Enter Presidential Candidate Jim Webb
by Anthony Stasi
Jul 08, 2015 | 12504 views | 0 0 comments | 267 267 recommendations | email to a friend | print
Senator Jim Webb
Senator Jim Webb
Former Virginia Senator James Webb entered the race for the Democratic nomination last week, and despite polling very low at this point, he should not be taken lightly.

Up until now, the only real opposition to former Secretary of State Hillary Clinton has been Vermont Senator Bernie Sanders. Sanders hopes to be the anti-Hillary option for progressives, as he fashions himself a socialist and hopes to appeal to primary lefties.

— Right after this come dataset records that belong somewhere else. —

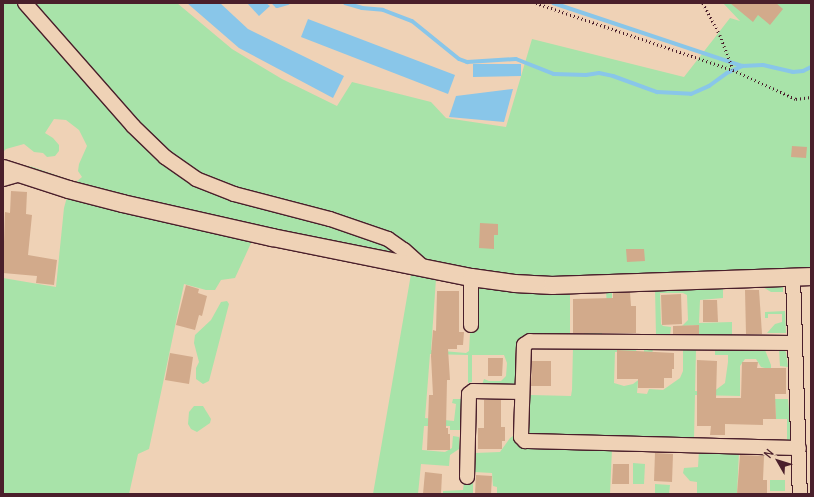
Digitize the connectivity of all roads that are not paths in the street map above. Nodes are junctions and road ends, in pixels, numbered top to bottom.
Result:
1 (25, 3) edge
2 (3, 168) edge
3 (21, 174) junction
4 (3, 179) edge
5 (425, 269) junction
6 (811, 276) edge
7 (471, 277) junction
8 (793, 277) junction
9 (471, 325) dead end
10 (795, 343) junction
11 (522, 392) junction
12 (799, 448) junction
13 (467, 477) dead end
14 (800, 494) edge

1 - 5 street
2 - 3 street
3 - 4 street
3 - 5 street
5 - 7 street
6 - 8 street
7 - 8 street
7 - 9 street
8 - 10 street
10 - 11 street
10 - 12 street
11 - 12 street
11 - 13 street
12 - 14 street

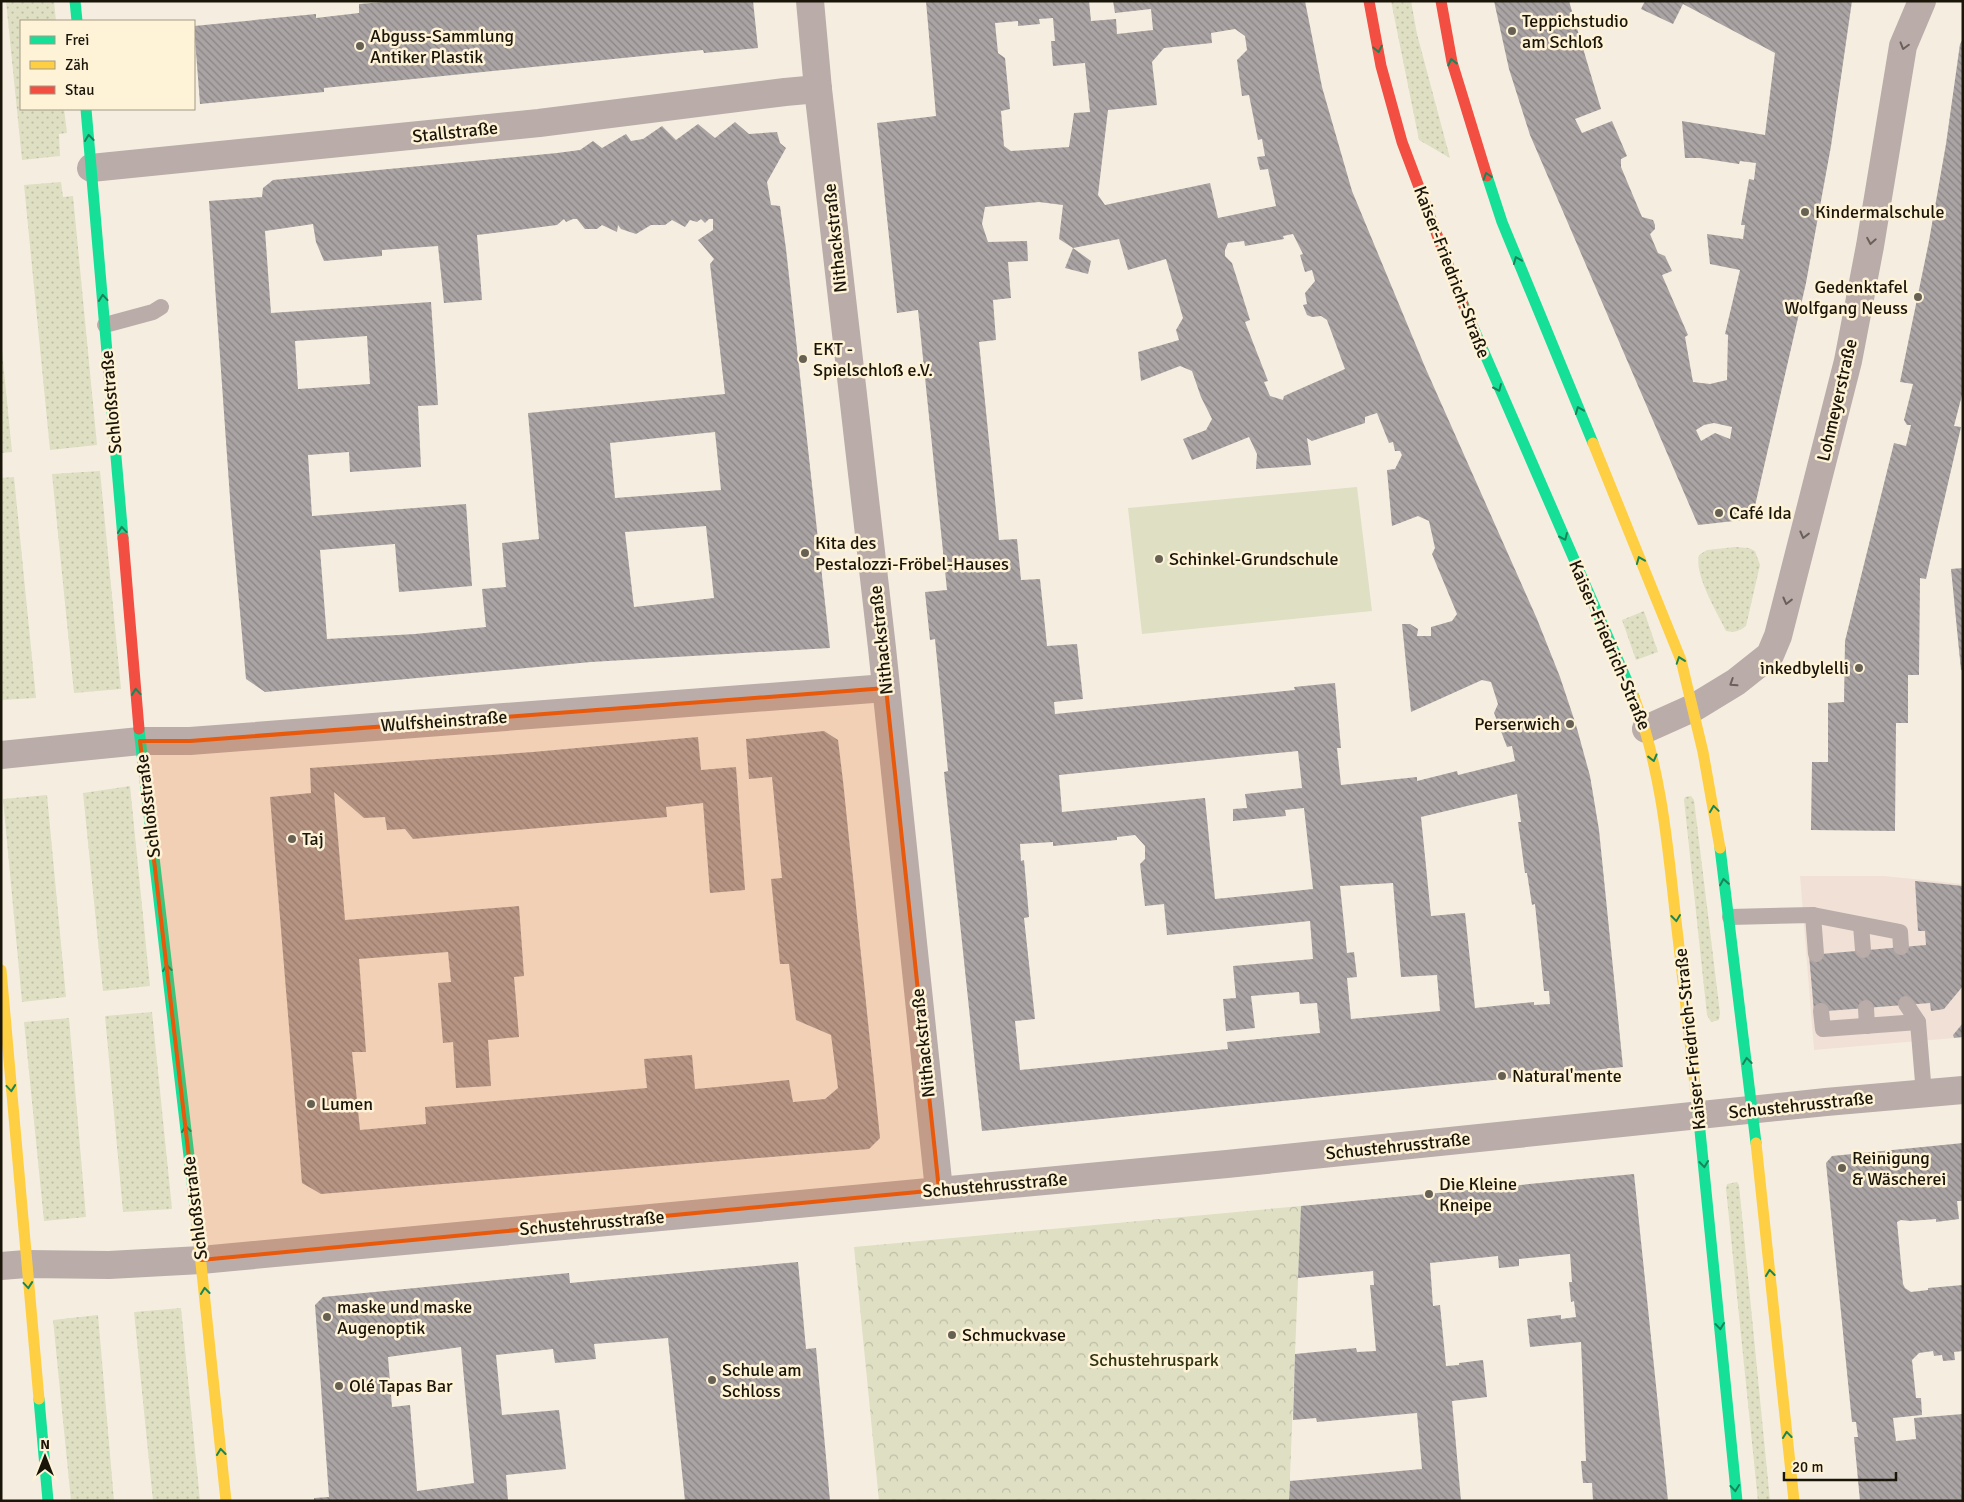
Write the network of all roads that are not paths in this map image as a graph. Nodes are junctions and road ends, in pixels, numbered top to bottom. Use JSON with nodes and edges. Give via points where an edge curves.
{"nodes":[{"id":1,"x":75,"y":1,"type":"edge"},
{"id":2,"x":810,"y":1,"type":"edge"},
{"id":3,"x":1369,"y":1,"type":"edge"},
{"id":4,"x":1441,"y":1,"type":"edge"},
{"id":5,"x":1922,"y":1,"type":"edge"},
{"id":6,"x":77,"y":20,"type":"edge"},
{"id":7,"x":818,"y":89,"type":"junction"},
{"id":8,"x":86,"y":110,"type":"edge"},
{"id":9,"x":92,"y":168,"type":"junction"},
{"id":10,"x":161,"y":307,"type":"dead end"},
{"id":11,"x":105,"y":325,"type":"junction"},
{"id":12,"x":886,"y":688,"type":"junction"},
{"id":13,"x":1694,"y":707,"type":"junction"},
{"id":14,"x":1646,"y":729,"type":"junction"},
{"id":15,"x":140,"y":741,"type":"junction"},
{"id":16,"x":1,"y":754,"type":"edge"},
{"id":17,"x":1812,"y":915,"type":"junction"},
{"id":18,"x":1730,"y":917,"type":"junction"},
{"id":19,"x":1861,"y":925,"type":"junction"},
{"id":20,"x":1901,"y":947,"type":"dead end"},
{"id":21,"x":1863,"y":950,"type":"dead end"},
{"id":22,"x":1816,"y":954,"type":"dead end"},
{"id":23,"x":1,"y":970,"type":"edge"},
{"id":24,"x":1906,"y":1004,"type":"dead end"},
{"id":25,"x":1866,"y":1008,"type":"dead end"},
{"id":26,"x":1821,"y":1011,"type":"dead end"},
{"id":27,"x":1918,"y":1022,"type":"junction"},
{"id":28,"x":1867,"y":1026,"type":"junction"},
{"id":29,"x":1963,"y":1090,"type":"edge"},
{"id":30,"x":1924,"y":1094,"type":"junction"},
{"id":31,"x":1753,"y":1109,"type":"junction"},
{"id":32,"x":1699,"y":1116,"type":"junction"},
{"id":33,"x":939,"y":1190,"type":"junction"},
{"id":34,"x":202,"y":1260,"type":"junction"},
{"id":35,"x":14,"y":1265,"type":"edge"},
{"id":36,"x":48,"y":1501,"type":"edge"},
{"id":37,"x":226,"y":1501,"type":"edge"},
{"id":38,"x":1737,"y":1501,"type":"edge"},
{"id":39,"x":1794,"y":1501,"type":"edge"}],
"edges":[{"from":1,"to":6,"type":"main road"},
{"from":2,"to":7,"type":"street","name":"Nithackstraße"},
{"from":3,"to":14,"type":"main road","name":"Kaiser-Friedrich-Straße","one_way":true,"via":[[1381,66],[1402,142],[1472,328],[1628,680]]},
{"from":13,"to":4,"type":"main road","one_way":true,"via":[[1681,660],[1502,222],[1452,62]]},
{"from":5,"to":13,"type":"street","name":"Lohmeyerstraße","one_way":true,"via":[[1903,46],[1848,360],[1778,636],[1770,654],[1756,667]]},
{"from":7,"to":9,"type":"street","name":"Stallstraße","via":[[540,123]]},
{"from":7,"to":12,"type":"street","name":"Nithackstraße"},
{"from":9,"to":8,"type":"main road","name":"Schloßstraße","one_way":true},
{"from":11,"to":9,"type":"main road","name":"Schloßstraße","one_way":true},
{"from":10,"to":11,"type":"lane"},
{"from":15,"to":11,"type":"main road","name":"Schloßstraße","one_way":true},
{"from":12,"to":15,"type":"street","name":"Wulfsheinstraße","via":[[190,741]]},
{"from":12,"to":33,"type":"street","name":"Nithackstraße"},
{"from":13,"to":14,"type":"street","name":"Lohmeyerstraße"},
{"from":18,"to":13,"type":"main road","one_way":true},
{"from":14,"to":32,"type":"main road","name":"Kaiser-Friedrich-Straße","one_way":true,"via":[[1666,829]]},
{"from":15,"to":16,"type":"street","name":"Wulfsheinstraße"},
{"from":34,"to":15,"type":"main road","name":"Schloßstraße","one_way":true},
{"from":17,"to":18,"type":"lane"},
{"from":17,"to":19,"type":"lane"},
{"from":17,"to":22,"type":"lane"},
{"from":31,"to":18,"type":"main road","one_way":true},
{"from":19,"to":20,"type":"lane","via":[[1900,932]]},
{"from":19,"to":21,"type":"lane"},
{"from":23,"to":35,"type":"main road","one_way":true},
{"from":24,"to":27,"type":"lane"},
{"from":25,"to":28,"type":"lane"},
{"from":26,"to":28,"type":"lane","via":[[1822,1029]]},
{"from":27,"to":28,"type":"lane"},
{"from":27,"to":30,"type":"lane"},
{"from":29,"to":30,"type":"street","name":"Schustehrusstraße"},
{"from":30,"to":31,"type":"street","name":"Schustehrusstraße"},
{"from":31,"to":32,"type":"street","name":"Schustehrusstraße"},
{"from":39,"to":31,"type":"main road","one_way":true},
{"from":32,"to":33,"type":"street","name":"Schustehrusstraße"},
{"from":32,"to":38,"type":"main road","name":"Kaiser-Friedrich-Straße","one_way":true},
{"from":33,"to":34,"type":"street","name":"Schustehrusstraße"},
{"from":34,"to":35,"type":"street","name":"Schustehrusstraße","via":[[110,1265]]},
{"from":37,"to":34,"type":"main road","name":"Schloßstraße","one_way":true},
{"from":35,"to":36,"type":"main road","one_way":true}]}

In reality, it is Webb who would be a more attractive option to Obama Democrats, many of whom still remember the way Clinton painted Obama as not-ready-for-primetime in 2008.

In 1996, East Elmhurst native and Vietnam veteran Robert Timberg wrote the seminal work The Nightingale’s Song. It chronicled five men who graduated Annapolis and then served in Vietnam: John McCain, Oliver North, John Poindexter, Robert McFarlane, and James Webb. (Poindexter was career Navy, but not stationed in Vietnam.)

Timberg, who later went on to be an editor at the Baltimore Sun, writes a balanced history of these men and what their service entailed.

After Vietnam, Webb would be named Secretary of the Navy and later elected to the U.S. Senate. He has been a Republican, but is now a Democrat. He has always remained one of the most independent figures in modern politics.

He could pose a threat to Clinton’s campaign if his team takes the right approach. Webb has to paint the Clinton machine as the protester-generation of Democrats who lost the public debate to Reagan conservatism. He has to be the link between conservatives and pragmatic Democrats.

There is room for Webb in this race if he plays his cards right, but the climb will be uphill, something Marines like Webb usually do not mind.

Webb’s big challenge in this race, if he is serious, is that he does not have a history of being astute politically. He is not a good campaigner. He was only elected because incumbent Republican Senator George Allen imploded after making a racially insensitive remark.

Webb’s biggest strength is that he can appeal to middle America, but that also means that he has the propensity to say things that are off the cuff, which can be harmful in a sensitive campaign.

Supporters of Bernie Sanders are not in it for the long haul. They will “date” Sanders and ultimately “marry” Clinton. They want to say they went pious for a few months, only to jump to the winning side.

Webb’s supporters, if he can mobilize enough of them, are his for the duration. Clinton thought she had this locked up before, and was defeated by a younger, more charismatic candidate.

Obama did not have the mud of voting for the Iraq War on his hands, like Clinton. Likewise, when Clinton was protesting Vietnam, Webb was serving his country. When Bush engineered the Iraq War, Webb’s son was marching off to war.

He is the citizen you want to vote for, but likely will not. The challenge is for Webb to gain ground this summer. A lot of people served in Vietnam, and along with not treating our veterans properly when they returned, we also never elected one of them to the highest office in the land.

If Webb can gain yardage over the summer in the polls and make a showing in some of the bigger primaries, that may be enough to give the former Secretary of State the yips - again.